## WHAT YOU ARE ASKED TO DO
Whenever a line in the data holds the string "this", pull that line out.

Stored items:
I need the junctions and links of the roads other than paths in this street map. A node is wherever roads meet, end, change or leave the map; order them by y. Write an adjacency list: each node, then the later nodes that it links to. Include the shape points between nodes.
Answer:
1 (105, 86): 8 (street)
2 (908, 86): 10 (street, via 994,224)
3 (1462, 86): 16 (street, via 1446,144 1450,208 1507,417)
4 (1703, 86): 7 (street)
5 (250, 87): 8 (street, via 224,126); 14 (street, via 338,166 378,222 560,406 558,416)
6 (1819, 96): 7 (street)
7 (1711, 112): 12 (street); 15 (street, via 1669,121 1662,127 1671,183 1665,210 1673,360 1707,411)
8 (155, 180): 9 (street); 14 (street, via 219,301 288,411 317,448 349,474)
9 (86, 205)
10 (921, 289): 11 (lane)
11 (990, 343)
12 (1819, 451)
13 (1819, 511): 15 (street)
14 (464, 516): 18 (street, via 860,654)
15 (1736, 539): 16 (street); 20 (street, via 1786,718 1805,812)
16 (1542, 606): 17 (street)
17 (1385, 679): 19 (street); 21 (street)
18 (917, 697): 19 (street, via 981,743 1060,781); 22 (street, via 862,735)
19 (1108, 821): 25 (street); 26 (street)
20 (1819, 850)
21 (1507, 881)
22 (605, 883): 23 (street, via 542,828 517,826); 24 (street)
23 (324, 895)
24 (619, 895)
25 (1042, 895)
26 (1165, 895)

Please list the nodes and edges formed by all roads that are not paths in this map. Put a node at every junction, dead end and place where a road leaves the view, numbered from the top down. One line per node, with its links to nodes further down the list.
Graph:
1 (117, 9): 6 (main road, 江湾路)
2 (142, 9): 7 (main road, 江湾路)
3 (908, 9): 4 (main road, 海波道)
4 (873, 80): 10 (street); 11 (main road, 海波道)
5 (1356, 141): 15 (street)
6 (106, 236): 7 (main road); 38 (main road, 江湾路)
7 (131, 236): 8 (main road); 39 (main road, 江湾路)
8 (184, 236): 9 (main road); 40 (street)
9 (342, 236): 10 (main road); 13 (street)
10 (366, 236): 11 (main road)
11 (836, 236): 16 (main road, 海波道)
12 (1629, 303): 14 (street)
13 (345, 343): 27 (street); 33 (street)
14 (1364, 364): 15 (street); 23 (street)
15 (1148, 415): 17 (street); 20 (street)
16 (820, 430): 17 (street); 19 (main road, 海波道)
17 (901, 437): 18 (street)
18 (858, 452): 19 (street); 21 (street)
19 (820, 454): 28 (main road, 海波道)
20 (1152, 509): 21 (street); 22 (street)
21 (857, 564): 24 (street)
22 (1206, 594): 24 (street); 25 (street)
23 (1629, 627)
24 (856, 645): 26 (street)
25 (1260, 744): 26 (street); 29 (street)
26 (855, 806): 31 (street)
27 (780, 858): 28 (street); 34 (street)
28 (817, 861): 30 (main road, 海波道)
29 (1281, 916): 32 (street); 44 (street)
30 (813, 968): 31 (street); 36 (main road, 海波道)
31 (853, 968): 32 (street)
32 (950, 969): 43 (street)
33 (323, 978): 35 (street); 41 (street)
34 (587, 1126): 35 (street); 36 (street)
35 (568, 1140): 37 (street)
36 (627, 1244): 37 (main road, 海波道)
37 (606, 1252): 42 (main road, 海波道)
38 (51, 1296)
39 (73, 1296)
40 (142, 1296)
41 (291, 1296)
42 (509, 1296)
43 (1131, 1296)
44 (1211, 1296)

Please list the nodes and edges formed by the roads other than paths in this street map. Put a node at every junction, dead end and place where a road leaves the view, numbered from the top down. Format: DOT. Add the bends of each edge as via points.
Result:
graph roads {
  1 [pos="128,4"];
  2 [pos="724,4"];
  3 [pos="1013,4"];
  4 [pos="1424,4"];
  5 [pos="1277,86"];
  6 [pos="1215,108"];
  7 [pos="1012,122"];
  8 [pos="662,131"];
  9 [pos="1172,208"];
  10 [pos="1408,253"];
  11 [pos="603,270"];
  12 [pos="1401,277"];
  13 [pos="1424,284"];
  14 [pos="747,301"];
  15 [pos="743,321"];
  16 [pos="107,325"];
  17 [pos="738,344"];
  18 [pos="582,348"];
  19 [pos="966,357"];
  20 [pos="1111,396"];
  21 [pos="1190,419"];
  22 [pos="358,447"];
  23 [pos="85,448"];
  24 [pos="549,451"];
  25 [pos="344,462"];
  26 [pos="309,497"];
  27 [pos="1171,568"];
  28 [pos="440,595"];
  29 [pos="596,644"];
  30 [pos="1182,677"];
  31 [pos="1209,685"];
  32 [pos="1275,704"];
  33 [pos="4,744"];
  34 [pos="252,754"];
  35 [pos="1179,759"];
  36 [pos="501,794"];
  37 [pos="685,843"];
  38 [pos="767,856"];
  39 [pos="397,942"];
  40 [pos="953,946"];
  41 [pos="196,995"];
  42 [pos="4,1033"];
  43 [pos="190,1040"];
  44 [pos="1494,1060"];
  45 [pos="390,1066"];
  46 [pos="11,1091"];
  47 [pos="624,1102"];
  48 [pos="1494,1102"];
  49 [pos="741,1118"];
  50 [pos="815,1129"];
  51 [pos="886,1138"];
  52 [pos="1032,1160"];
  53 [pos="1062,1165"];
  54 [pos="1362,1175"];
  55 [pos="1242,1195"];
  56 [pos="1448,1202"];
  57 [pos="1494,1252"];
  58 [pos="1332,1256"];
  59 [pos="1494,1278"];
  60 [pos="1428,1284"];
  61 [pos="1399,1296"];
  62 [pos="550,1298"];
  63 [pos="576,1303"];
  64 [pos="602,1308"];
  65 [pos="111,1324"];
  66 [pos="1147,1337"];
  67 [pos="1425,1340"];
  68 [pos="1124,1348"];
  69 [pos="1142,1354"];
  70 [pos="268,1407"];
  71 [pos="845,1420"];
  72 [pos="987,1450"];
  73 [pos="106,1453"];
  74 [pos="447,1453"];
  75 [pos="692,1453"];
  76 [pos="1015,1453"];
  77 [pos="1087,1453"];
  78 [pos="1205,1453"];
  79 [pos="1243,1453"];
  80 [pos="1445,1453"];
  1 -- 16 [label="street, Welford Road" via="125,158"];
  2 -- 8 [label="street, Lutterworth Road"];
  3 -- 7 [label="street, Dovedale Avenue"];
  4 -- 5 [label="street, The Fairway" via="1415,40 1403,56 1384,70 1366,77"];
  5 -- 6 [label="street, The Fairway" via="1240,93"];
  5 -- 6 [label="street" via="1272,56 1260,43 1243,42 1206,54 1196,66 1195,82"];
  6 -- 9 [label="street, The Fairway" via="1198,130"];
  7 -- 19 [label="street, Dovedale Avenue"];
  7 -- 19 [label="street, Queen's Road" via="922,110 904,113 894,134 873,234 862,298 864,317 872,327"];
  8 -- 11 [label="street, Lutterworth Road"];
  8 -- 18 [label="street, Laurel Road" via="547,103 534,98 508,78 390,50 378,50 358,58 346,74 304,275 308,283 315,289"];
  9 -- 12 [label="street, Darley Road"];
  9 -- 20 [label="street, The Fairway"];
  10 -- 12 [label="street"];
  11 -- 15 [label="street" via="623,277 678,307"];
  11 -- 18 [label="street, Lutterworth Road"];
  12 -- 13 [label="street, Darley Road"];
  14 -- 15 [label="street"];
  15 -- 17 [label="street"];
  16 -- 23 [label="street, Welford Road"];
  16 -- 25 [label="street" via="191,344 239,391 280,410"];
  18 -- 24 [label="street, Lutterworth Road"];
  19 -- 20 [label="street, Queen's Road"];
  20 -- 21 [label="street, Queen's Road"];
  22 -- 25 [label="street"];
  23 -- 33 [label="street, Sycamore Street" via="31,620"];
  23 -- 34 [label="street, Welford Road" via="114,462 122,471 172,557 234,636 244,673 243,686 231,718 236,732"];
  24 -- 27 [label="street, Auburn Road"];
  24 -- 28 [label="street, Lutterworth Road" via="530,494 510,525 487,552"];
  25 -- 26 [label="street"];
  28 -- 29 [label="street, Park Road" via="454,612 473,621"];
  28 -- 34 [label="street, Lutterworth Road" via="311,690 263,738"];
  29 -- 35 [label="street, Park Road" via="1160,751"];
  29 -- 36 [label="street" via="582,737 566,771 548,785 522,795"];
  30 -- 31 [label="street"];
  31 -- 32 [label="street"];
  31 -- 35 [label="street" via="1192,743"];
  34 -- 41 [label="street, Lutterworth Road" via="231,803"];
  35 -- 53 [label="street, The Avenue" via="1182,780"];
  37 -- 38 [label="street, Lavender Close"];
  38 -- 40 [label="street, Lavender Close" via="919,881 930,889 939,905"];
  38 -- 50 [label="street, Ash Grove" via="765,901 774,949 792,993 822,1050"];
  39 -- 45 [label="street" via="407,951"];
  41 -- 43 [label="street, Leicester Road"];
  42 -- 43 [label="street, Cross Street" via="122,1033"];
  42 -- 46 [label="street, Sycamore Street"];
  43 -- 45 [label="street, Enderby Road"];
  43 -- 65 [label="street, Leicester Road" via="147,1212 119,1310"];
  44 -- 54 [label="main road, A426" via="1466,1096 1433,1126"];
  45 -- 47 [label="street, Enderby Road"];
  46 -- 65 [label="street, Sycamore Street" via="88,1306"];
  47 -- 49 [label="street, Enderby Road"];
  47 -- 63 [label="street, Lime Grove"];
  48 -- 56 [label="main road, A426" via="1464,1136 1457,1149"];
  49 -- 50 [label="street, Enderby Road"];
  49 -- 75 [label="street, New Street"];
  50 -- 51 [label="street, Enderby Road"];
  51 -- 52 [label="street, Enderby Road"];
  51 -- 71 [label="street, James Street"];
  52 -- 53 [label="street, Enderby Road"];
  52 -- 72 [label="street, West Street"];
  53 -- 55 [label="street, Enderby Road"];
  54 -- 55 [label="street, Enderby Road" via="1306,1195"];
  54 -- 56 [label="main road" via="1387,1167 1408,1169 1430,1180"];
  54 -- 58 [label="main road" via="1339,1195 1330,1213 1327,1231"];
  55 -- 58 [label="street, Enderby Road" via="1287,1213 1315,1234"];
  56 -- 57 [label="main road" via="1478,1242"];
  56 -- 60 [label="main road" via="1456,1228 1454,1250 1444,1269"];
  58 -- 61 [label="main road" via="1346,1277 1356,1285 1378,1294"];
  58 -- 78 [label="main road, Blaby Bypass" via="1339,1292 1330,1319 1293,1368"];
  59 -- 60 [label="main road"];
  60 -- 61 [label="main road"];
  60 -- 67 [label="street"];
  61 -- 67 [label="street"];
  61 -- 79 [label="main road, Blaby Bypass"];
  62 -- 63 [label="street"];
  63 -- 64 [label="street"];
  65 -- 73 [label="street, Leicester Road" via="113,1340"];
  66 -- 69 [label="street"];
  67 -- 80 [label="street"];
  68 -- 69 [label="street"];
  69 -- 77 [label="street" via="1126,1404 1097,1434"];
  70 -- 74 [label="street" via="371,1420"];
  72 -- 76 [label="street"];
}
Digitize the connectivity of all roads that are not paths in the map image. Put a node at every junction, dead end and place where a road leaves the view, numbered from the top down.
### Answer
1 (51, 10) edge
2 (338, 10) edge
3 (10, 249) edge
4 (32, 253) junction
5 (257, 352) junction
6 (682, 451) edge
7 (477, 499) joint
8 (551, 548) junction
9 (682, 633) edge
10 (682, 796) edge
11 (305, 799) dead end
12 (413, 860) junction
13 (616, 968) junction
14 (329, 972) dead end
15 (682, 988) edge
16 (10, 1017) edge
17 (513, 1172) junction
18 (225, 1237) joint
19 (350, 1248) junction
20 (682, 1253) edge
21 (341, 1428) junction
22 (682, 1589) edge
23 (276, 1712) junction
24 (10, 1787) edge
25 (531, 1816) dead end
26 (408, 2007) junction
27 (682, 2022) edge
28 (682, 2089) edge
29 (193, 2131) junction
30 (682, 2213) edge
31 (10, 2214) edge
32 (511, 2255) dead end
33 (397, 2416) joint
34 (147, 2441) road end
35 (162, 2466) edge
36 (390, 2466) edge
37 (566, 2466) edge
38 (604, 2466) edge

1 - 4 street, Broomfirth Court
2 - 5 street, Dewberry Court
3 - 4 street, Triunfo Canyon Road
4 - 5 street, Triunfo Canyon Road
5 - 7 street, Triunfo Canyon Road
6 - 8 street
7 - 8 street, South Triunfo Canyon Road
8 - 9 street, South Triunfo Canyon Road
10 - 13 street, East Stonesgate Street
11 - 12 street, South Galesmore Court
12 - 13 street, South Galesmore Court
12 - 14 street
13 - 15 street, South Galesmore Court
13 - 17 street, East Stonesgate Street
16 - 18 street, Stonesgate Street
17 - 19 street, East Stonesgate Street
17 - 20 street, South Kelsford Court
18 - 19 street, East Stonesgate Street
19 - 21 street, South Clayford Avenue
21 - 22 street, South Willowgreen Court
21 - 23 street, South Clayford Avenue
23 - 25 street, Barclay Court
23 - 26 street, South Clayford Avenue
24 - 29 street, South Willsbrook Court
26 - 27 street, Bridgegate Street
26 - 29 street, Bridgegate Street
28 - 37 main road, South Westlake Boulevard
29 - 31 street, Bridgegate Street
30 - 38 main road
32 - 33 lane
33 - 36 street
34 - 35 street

## WRITTEN RESPONSE
I need the junctions and links of the roads other than paths in this street map. A node is wherever roads meet, end, change or leave the map; order them by y. Write an adjacency list: each node, then the later nodes that it links to. Include the shape points between nodes.
Please list the nodes and edges formed by all roads that are not paths in this map. Put a node at every junction, dead end and place where a road leaves the view, numbered from the top down. One line per node, with its links to nodes further down the list.
Please list the nodes and edges formed by the roads other than paths in this street map. Put a node at every junction, dead end and place where a road leaves the view, numbered from the top down. Format: DOT. Add the bends of each edge as via points.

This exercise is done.